Thermoseed hyperthermia treatment of mammary orthotopic transplantation tumors in rats and impact on immune function.

To evaluate the effect of thermoseed inductive heating on mammary orthotopic transplantation tumors and immunologic function in rats. Walker-256 tumor cells were inoculated subcutaneously into the mammary glands of Wistar rats. Rats were allocated to five treatment groups as follows: i) C group (control group); ii) M group (magnetic field group); iii) T group (thermoseed control group); iv) H1 group (hyperthermia treatment, 45 degrees C for 30 min); v) H2 group (hyperthermia treatment, 50-55 degrees C for 10 min).
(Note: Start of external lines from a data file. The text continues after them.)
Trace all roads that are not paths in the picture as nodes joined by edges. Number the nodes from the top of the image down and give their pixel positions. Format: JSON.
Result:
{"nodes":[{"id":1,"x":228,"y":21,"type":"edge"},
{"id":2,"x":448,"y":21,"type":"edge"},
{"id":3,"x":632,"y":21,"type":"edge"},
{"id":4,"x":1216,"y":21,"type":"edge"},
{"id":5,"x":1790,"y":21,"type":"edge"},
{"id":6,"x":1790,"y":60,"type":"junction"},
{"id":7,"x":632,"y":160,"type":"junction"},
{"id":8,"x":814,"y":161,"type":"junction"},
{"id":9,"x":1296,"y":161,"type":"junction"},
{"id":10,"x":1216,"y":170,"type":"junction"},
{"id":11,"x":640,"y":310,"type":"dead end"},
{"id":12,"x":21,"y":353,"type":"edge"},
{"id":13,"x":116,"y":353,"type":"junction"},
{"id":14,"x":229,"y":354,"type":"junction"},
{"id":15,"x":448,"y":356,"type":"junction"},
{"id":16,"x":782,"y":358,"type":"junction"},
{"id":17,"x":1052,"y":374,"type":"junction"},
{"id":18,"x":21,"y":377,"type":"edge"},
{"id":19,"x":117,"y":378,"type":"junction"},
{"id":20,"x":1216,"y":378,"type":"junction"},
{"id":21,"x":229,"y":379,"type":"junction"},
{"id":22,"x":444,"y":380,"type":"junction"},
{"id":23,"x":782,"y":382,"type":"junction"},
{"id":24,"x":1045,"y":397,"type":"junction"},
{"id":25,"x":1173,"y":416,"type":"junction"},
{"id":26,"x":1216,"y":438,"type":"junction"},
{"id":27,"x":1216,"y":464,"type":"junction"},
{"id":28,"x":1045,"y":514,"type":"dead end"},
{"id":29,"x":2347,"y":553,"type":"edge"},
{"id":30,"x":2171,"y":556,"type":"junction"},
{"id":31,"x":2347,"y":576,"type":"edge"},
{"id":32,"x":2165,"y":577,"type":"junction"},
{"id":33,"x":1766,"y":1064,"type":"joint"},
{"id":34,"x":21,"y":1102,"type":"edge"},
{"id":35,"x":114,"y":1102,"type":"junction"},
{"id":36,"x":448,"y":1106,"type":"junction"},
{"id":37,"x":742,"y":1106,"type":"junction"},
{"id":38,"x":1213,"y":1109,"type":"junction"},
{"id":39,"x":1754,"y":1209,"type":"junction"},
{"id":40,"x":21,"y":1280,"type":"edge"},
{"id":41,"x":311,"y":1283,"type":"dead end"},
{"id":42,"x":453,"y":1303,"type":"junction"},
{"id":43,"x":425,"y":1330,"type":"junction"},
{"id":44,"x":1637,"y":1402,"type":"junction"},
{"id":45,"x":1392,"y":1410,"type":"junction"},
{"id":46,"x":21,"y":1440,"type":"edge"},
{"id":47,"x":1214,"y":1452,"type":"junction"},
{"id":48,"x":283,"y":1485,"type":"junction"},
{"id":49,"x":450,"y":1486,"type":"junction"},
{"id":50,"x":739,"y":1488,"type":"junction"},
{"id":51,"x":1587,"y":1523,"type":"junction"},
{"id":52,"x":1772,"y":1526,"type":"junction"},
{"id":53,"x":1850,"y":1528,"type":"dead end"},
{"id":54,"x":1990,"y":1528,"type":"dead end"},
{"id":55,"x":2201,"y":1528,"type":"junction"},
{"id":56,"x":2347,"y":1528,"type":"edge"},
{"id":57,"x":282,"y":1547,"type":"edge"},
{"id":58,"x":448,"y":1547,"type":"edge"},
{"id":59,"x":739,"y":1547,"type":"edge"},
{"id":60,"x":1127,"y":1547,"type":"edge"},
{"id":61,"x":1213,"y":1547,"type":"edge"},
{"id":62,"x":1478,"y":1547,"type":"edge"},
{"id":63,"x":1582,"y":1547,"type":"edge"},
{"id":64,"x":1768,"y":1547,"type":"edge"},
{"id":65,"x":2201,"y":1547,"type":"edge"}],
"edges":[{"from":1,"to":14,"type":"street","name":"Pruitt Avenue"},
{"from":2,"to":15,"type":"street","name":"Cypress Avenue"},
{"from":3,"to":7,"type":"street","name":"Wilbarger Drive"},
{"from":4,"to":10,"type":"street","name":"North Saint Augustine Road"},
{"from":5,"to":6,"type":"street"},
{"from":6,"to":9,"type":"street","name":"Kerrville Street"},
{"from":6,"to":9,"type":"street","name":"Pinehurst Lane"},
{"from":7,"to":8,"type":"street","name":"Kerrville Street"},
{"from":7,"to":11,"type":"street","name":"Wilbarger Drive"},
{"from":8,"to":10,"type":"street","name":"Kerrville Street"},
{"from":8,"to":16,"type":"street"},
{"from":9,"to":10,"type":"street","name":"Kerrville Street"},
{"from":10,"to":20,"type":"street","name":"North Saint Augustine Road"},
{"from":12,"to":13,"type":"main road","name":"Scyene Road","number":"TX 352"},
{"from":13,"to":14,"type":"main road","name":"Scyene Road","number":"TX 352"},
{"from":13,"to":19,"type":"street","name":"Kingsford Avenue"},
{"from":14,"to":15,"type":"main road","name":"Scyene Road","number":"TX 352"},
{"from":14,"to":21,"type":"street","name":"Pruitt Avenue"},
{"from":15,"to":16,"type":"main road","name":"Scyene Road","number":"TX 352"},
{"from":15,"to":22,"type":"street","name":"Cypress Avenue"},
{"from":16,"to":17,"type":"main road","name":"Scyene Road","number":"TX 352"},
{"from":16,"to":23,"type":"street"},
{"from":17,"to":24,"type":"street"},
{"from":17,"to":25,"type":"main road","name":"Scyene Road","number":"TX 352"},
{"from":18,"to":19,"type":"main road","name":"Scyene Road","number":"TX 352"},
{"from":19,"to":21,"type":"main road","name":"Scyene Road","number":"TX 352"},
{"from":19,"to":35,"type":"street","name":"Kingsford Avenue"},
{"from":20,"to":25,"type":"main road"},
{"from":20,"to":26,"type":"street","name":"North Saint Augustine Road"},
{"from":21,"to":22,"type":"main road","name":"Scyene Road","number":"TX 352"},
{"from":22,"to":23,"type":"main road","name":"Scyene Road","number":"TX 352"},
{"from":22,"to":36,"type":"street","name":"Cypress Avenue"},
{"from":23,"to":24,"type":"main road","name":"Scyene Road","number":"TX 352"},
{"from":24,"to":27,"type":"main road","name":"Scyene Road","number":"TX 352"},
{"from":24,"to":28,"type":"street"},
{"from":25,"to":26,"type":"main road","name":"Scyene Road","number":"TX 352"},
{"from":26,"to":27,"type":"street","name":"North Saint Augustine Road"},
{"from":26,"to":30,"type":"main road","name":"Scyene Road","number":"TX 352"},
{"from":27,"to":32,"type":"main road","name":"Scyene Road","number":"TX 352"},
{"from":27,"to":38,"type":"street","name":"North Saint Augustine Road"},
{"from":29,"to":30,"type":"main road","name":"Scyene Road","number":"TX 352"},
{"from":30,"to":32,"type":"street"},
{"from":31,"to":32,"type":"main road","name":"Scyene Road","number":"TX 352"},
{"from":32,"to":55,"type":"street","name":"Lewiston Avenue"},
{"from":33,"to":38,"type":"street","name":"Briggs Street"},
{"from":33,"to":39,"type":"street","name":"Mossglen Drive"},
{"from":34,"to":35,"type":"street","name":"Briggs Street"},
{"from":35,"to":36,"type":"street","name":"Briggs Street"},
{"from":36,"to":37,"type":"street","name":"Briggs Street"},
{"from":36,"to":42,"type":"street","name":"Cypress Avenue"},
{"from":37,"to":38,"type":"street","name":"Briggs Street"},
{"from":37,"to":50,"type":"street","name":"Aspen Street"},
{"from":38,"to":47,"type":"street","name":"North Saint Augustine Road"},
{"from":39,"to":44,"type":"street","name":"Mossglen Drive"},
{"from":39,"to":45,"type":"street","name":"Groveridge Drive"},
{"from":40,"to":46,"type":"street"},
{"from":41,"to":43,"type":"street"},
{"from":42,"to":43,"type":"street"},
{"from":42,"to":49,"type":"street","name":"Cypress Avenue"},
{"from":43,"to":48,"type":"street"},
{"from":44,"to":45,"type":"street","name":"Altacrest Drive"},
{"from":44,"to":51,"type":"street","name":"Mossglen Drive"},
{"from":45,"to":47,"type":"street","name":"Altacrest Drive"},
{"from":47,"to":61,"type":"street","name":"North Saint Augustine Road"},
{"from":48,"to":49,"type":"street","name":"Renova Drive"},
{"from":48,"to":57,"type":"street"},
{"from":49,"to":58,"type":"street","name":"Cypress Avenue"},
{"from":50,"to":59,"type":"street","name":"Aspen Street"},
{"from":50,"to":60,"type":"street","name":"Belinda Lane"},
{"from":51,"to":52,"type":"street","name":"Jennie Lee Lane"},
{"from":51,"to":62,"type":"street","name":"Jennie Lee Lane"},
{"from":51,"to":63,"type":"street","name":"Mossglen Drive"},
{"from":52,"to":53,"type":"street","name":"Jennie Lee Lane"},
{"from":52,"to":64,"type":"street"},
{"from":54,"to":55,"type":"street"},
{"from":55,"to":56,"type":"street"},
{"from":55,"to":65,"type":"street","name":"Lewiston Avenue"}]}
Immediately, 12 and 24 h after hyperthermia, two rats were sacrificed in each group for pathological and immunohistochemical examination of the expression of PCNA and HSP70. Tumor volume was measured and long-term survival was observed. The T lymphocyte subgroup IL-2 and IFN-gamma levels were measured in C, H1 and H2 groups. Both types of hyperthermia induced necrosis and apoptosis in the tumor tissue, decreased tumor volume (P<0.05), and increased survival time (P<0.01). The expression of PCNA and HSP70 in hyperthermia group was significantly different compared to the C, M and T groups (P<0.05), Hyperthermia increased CD4+ T lymphocytes and the levels of IL-2 and IFN-gamma (P<0.05). Both types of hyperthermia can suppress the growth of mammary tumors and improve immunological function of rats.